International Arrivals and Departures Reach 6.55 Million

Annual total passenger arrivals and departures (consisting of overseas visitors, New Zealand residents and migrants) reached 6.554 million in the December 2001 year, according to Statistics New Zealand. Despite the collapse of Ansett Australia and the events of September 11, 2001, these flows both increased with arrivals numbering 3.294 million and departures 3.260 million. These figures represent a combined increase of 296,000 or 5 percent on the previous year. Passenger arrivals and departures each exceeded 3 million people for the first time in a December year in 2000.

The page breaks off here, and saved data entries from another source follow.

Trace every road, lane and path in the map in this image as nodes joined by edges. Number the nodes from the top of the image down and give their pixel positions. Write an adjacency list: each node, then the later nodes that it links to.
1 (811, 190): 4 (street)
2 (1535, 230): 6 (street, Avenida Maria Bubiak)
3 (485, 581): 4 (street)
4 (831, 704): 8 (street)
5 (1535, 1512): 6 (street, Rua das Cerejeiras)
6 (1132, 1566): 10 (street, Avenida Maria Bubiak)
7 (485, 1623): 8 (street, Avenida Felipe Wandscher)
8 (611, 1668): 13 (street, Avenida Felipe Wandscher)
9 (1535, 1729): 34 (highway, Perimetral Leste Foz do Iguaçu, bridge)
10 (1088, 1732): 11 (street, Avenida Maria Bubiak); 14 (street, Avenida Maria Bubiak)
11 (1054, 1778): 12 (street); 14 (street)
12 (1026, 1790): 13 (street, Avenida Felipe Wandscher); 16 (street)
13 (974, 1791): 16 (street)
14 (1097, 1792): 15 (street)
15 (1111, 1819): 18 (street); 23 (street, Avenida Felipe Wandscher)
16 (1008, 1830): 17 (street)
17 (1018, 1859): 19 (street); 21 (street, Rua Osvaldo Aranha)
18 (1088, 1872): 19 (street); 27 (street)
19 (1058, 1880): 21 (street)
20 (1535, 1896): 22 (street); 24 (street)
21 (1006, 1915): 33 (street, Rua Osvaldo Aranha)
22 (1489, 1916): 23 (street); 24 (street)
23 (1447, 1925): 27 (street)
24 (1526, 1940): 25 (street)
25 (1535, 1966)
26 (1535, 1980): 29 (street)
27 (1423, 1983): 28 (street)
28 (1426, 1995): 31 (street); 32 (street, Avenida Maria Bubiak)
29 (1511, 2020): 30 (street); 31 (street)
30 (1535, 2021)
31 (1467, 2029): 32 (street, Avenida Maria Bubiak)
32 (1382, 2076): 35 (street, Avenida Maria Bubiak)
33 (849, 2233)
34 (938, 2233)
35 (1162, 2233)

Overseas visitor arrivals totalled 1.910 million in 2001, up 121,000 or 7 percent over the December 2000 year. The 10 most important source countries contributed 1.477 million or just over three-quarters of all visitor arrivals in 2001. Australia (630,500) was the largest contributor, and accounted for one-third of all visitors. The next largest source of visitors was the United Kingdom (211,600), followed by the United States (187,400), Japan (149,100), Korea (87,200), China (53,200) and Germany (52,500). Just over one-half of visitors came to New Zealand for a holiday (989,400). A further 499,700 came to visit friends and relatives, 207,600 came on business, 42,900 came for education/medical reasons and 39,800 came for a conference.

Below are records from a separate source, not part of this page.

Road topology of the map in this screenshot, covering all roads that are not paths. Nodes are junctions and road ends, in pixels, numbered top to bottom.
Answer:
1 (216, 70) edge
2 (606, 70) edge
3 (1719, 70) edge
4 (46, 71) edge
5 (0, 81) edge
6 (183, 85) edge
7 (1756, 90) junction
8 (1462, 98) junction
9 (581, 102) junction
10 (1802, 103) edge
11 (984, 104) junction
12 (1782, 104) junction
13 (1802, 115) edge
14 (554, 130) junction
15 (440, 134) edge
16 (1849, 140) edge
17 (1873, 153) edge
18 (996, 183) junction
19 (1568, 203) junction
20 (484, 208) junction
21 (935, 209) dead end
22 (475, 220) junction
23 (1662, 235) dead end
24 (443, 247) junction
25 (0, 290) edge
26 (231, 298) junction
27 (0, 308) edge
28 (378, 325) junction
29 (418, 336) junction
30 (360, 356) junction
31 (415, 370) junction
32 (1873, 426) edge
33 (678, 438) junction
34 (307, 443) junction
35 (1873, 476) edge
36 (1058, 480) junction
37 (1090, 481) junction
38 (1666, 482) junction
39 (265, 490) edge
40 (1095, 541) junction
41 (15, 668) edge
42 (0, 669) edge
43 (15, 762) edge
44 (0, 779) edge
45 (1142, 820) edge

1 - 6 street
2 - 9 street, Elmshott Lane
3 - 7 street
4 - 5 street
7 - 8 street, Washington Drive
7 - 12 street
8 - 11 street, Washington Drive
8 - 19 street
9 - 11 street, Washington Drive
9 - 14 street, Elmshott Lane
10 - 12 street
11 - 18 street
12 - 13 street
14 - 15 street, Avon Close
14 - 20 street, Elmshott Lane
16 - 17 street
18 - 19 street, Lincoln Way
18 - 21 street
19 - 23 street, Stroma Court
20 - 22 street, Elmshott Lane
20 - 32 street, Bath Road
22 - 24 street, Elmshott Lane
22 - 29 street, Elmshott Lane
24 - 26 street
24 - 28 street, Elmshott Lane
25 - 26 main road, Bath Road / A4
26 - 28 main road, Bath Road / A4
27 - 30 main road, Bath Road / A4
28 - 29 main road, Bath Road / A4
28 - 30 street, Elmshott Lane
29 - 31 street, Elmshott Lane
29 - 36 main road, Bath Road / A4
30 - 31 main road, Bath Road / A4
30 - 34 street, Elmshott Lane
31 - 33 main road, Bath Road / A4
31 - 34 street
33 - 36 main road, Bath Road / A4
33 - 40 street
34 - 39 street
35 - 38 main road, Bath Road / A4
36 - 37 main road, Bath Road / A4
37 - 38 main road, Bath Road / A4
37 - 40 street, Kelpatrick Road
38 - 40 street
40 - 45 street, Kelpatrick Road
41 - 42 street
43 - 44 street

Short-term departures by New Zealand residents reached 1.287 million in 2001, an increase of 4,000 or less than 1 percent on 2000. Australia was the most popular destination, accounting for 676,000 or 53 percent of departures. The next most popular destinations were the United States (65,900), Fiji (63,100) and the United Kingdom (60,900), each accounting for 5 percent of departures. This was the first time in more than 20 years that Fiji was a more popular destination than the United Kingdom. Two-fifths of the New Zealand residents departing for a short trip in 2001 went on a holiday (535,600). A further 376,100 left to visit friends and relatives, 225,800 went on business and the remainder (149,100) left for a conference, for education/medical reasons or for other reasons.

In the December 2001 year, there was a net inflow of 9,700 permanent and long-term migrants. This consisted of a net outflow of 32,600 New Zealand citizens, but a net gain of 42,300 non-New Zealand citizens.